Detecting more faults usually requires larger sets of test patterns, which increases demand on compute resources, test time and cost. There are several strategies to manage higher test volumes. One is using hierarchical DFT. A new kind of test point was introduced that dramatically reduces pattern sizes. Companies like Broadcom (Konuk, 2015) have used these new test points to control the growing test pattern counts. An even newer technology for logic BIST, called LBIST Observation Scan Technology, was designed specifically to improve in-system test speed for automotive devices.
Improved yield
DFT doesn’t end with detecting manufacturing defects. It also works to improve the manufacturing process and increase yield, which has a direct impact on business. Manufacturing test collects a massive amount of data from failing tests, revealing valuable information about the mechanisms that cause the circuit to fail. This data needs to be analyzed through scan diagnosis to suss out the true causes and locations of circuit failures. Scan diagnosis improves the success of physical failure analysis used to validate the defect mechanism. Advanced scan diagnosis has been used by foundries like GLOBALFOUNDRIES to find root causes of failures more efficiently (Benware, 2012).

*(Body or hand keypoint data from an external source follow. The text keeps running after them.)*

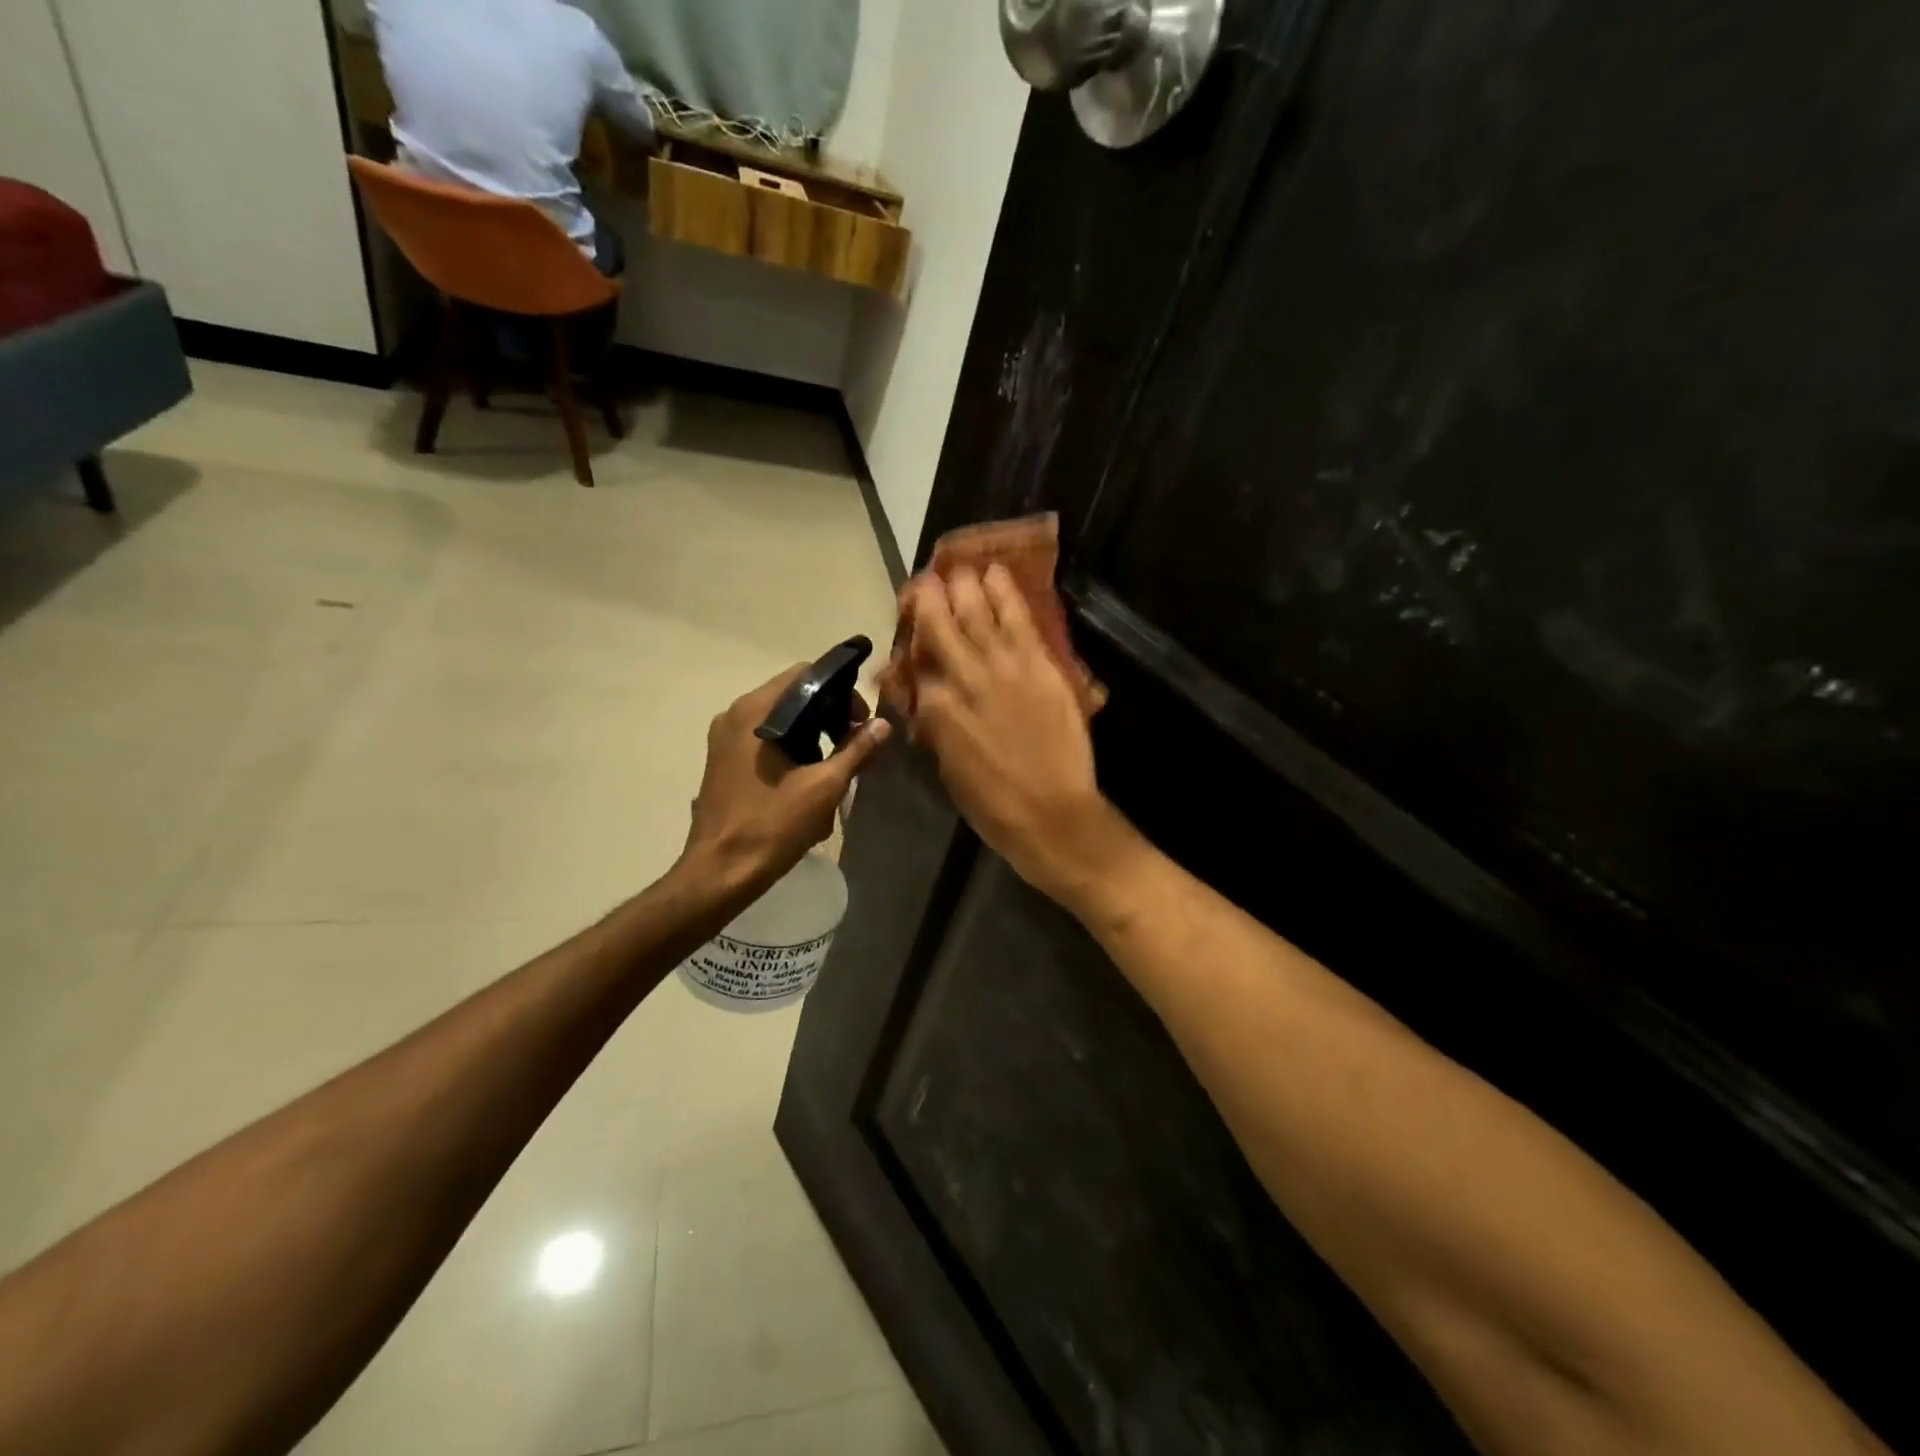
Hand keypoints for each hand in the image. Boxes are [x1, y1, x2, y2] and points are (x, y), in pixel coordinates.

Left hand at [681, 665, 891, 897]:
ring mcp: (725, 738)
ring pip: (780, 719)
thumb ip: (856, 750)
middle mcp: (735, 715)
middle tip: (855, 743)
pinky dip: (791, 747)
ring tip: (835, 765)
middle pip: (793, 695)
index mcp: (755, 712)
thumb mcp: (824, 787)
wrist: (720, 872)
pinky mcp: (724, 760)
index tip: (861, 721)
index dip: (841, 691)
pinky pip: (765, 738)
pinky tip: (808, 777)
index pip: (805, 675)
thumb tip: (883, 725)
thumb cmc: (772, 825)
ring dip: (812, 733)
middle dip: (829, 714)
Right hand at [894, 565, 1138, 908]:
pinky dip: (1004, 591)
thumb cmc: (994, 805)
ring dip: (963, 585)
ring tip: (958, 568)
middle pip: (939, 626)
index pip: (917, 664)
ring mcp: (1001, 666)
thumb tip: (931, 699)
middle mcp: (961, 678)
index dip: (911, 644)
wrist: (1052, 815)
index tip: (910, 629)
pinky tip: (995, 573)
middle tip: (925, 582)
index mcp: (935, 710)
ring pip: (976, 612)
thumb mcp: (949, 768)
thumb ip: (938, 726)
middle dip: (929, 599)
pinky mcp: (1037, 664)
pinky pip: (1017, 618)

Fixing a systematic yield problem requires data about the failure mechanisms on a whole population of failing die across wafers and lots. Performing volume scan diagnosis, an advanced technique that uses statistics and machine learning, speeds yield ramp for new processes and improves yield for mature processes. This technology is in use in many successful companies.
Streamlined DFT flow
All the DFT technologies available today will fail to enhance your competitiveness if they are difficult to integrate into reliable design flows. Using a hierarchical DFT flow, which is probably the biggest single change you can make to reduce overall DFT implementation effort, has been widely adopted among companies across the semiconductor industry. Amazon (Trock, 2016) and Samsung (Shin, 2019) have both presented accounts of dramatic improvements in all aspects of DFT with a hierarchical methodology.

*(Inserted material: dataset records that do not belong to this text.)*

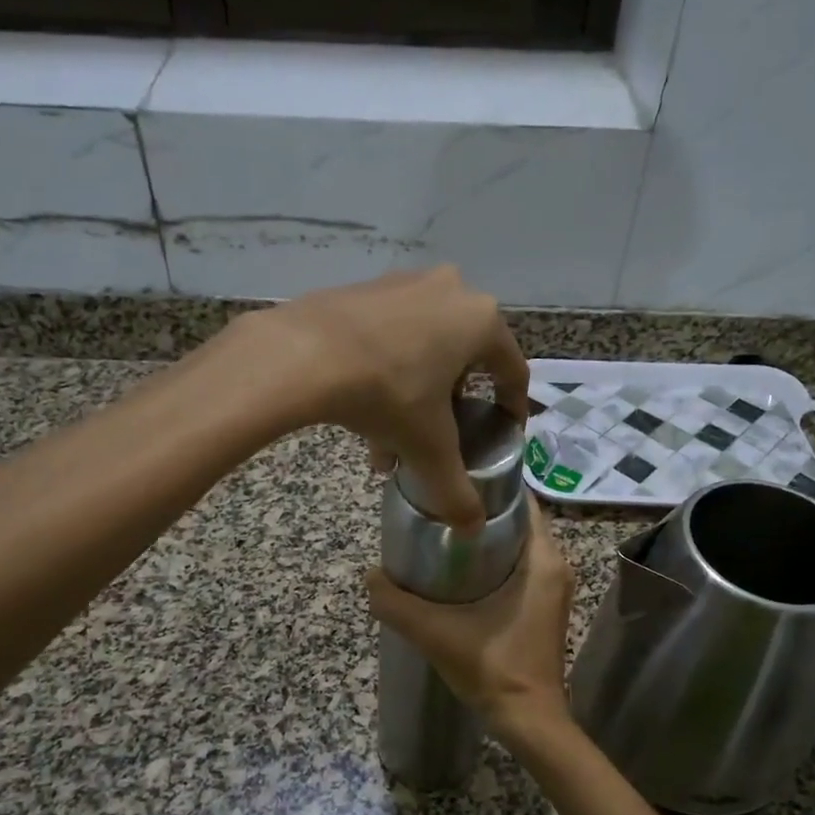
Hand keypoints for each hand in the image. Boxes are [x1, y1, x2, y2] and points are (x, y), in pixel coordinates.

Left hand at [244, 266, 530, 528]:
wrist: (302, 354)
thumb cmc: (387, 394)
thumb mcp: (428, 448)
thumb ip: (455, 490)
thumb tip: (474, 529)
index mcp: (480, 321)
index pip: (512, 370)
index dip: (511, 407)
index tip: (501, 432)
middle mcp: (449, 291)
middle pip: (461, 363)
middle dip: (447, 410)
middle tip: (434, 442)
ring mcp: (403, 284)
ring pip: (421, 352)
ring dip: (412, 399)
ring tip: (387, 446)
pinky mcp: (363, 289)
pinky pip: (388, 337)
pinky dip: (384, 374)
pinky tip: (360, 415)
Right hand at [366, 498, 574, 745]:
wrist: (529, 722)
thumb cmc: (495, 670)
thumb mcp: (437, 633)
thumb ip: (398, 604)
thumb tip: (369, 577)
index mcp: (543, 561)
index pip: (522, 502)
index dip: (488, 487)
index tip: (452, 483)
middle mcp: (555, 567)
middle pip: (516, 523)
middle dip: (479, 513)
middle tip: (437, 508)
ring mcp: (552, 589)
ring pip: (517, 547)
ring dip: (484, 539)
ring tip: (441, 533)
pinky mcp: (544, 608)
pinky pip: (519, 569)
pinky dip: (492, 562)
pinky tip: (457, 571)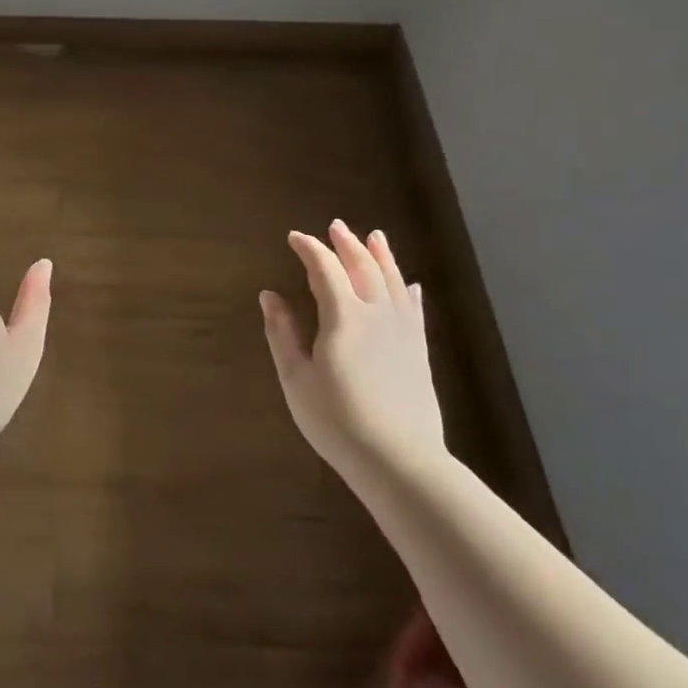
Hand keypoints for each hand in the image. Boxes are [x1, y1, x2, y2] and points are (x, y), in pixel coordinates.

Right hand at [261, 220, 445, 473]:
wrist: (399, 460)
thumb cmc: (337, 421)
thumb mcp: (296, 379)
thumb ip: (282, 333)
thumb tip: (269, 295)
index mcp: (342, 316)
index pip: (324, 268)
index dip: (309, 248)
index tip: (295, 237)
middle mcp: (376, 313)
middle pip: (362, 266)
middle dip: (347, 243)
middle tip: (336, 227)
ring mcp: (402, 331)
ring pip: (392, 281)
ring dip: (381, 255)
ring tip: (375, 236)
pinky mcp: (418, 351)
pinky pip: (414, 309)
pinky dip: (408, 290)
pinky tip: (410, 283)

Another strategy to improve the DFT flow is to push more of the DFT work into the RTL phase. This requires DFT flows to merge with any standard front-end design flow, and for DFT tasks to be automated and repeatable. Creating a reliable DFT flow is easier if all the DFT technologies are built on a shared database. A unified DFT platform can operate as an “intent-driven” environment, reducing the complexity of the DFT flow and accelerating time-to-market. Both eSilicon (Mentor press release, 2019) and Broadcom (Mentor press release, 2020; ITC, 2019) presented results showing 50% reductions in implementation time with hierarchical DFT and a unified DFT platform.

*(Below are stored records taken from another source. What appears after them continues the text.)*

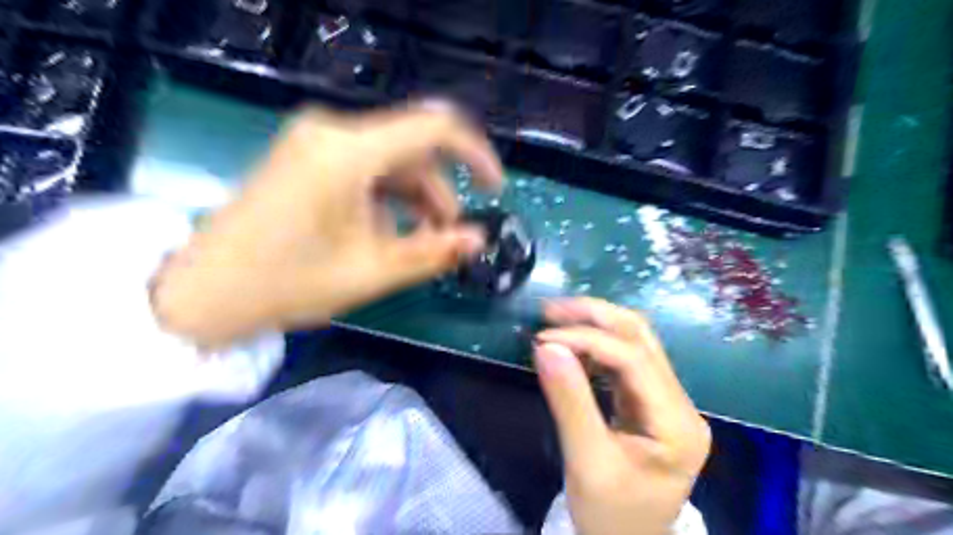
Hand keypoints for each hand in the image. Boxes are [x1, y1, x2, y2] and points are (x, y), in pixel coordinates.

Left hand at [152, 100, 500, 343]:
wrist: (204, 293)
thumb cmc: (288, 283)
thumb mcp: (372, 271)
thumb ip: (433, 252)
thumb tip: (479, 240)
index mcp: (348, 151)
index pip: (434, 128)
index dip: (476, 155)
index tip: (495, 189)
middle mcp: (332, 131)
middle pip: (413, 150)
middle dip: (440, 194)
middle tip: (446, 239)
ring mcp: (315, 140)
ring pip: (391, 159)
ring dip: (415, 198)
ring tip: (417, 242)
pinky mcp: (307, 156)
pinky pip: (366, 167)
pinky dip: (387, 196)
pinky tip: (385, 231)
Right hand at [536, 296, 705, 534]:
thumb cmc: (610, 516)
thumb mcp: (586, 462)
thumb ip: (568, 401)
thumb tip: (545, 346)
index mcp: (677, 424)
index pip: (633, 359)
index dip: (587, 340)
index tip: (542, 339)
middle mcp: (680, 403)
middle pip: (641, 337)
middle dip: (594, 316)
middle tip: (549, 311)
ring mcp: (667, 400)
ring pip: (633, 342)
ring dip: (593, 326)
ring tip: (554, 323)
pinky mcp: (649, 402)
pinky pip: (623, 361)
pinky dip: (594, 348)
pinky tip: (569, 347)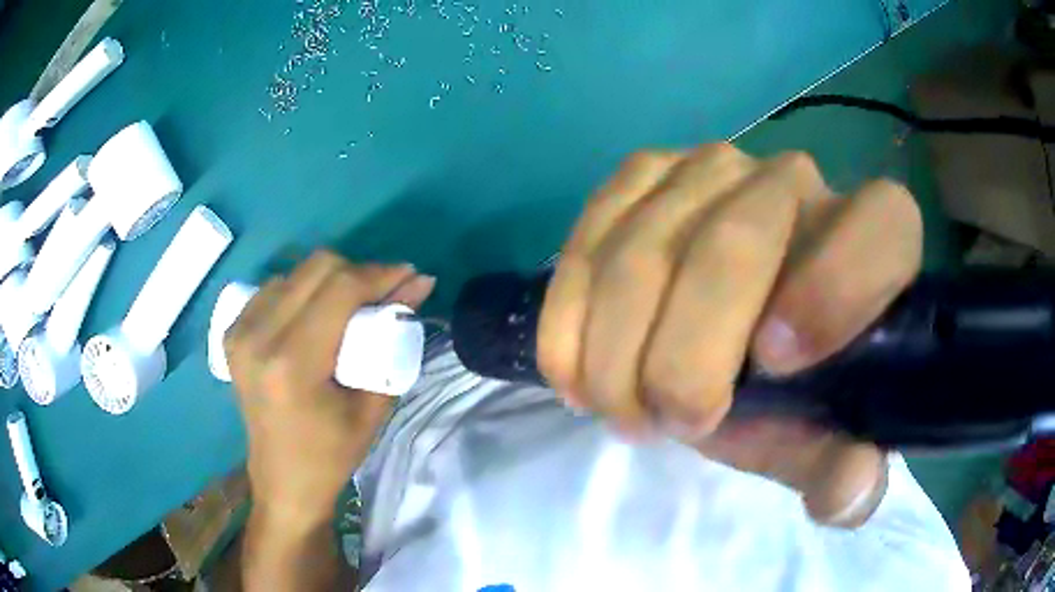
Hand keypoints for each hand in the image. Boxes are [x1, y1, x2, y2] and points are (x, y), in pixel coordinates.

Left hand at [225, 251, 435, 528]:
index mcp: (292, 363)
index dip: (380, 274)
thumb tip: (420, 285)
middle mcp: (258, 337)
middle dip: (359, 272)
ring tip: (351, 308)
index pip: (340, 288)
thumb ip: (395, 339)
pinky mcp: (232, 332)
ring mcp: (239, 331)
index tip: (410, 277)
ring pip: (296, 271)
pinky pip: (275, 287)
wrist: (282, 480)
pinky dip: (303, 290)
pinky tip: (316, 315)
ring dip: (330, 280)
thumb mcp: (372, 405)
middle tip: (383, 295)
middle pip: (317, 267)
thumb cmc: (332, 454)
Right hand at [537, 144, 921, 526]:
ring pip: (641, 252)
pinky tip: (576, 372)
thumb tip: (848, 490)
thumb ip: (846, 473)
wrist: (735, 324)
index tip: (773, 369)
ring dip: (616, 354)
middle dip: (685, 357)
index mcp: (876, 233)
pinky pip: (587, 243)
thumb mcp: (824, 438)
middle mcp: (794, 178)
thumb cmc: (797, 382)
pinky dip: (569, 320)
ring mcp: (709, 166)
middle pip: (732, 245)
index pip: (878, 230)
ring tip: (622, 409)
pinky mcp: (641, 174)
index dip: (831, 295)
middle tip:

Figure 2. Tessent Connect provides the type of platform necessary with current levels of complexity and integration.
A winning DFT strategy is not just dependent on DFT tools, but also on the ecosystem around them. Partnerships ensure scalable technologies that work in any design flow. For example, for cell-aware test, you can make your own cell-aware models, but Arm now provides cell-aware library models for both ATPG and diagnosis. There are existing reference design flows for Mentor DFT with Arm and Samsung. ATE suppliers Teradyne and Advantest support over-the-cloud tester access and 1149.10 high-speed IO scan test in partnership with Mentor.
Summary
To remain competitive, your DFT strategy should offer more efficiency, better test coverage, smoother integration with flows and function system requirements, faster and more accurate analysis of production test results, and greater flexibility and usability. Investing in a reliable, market-leading DFT platform will confer an enduring business advantage for products today and the new challenges of tomorrow.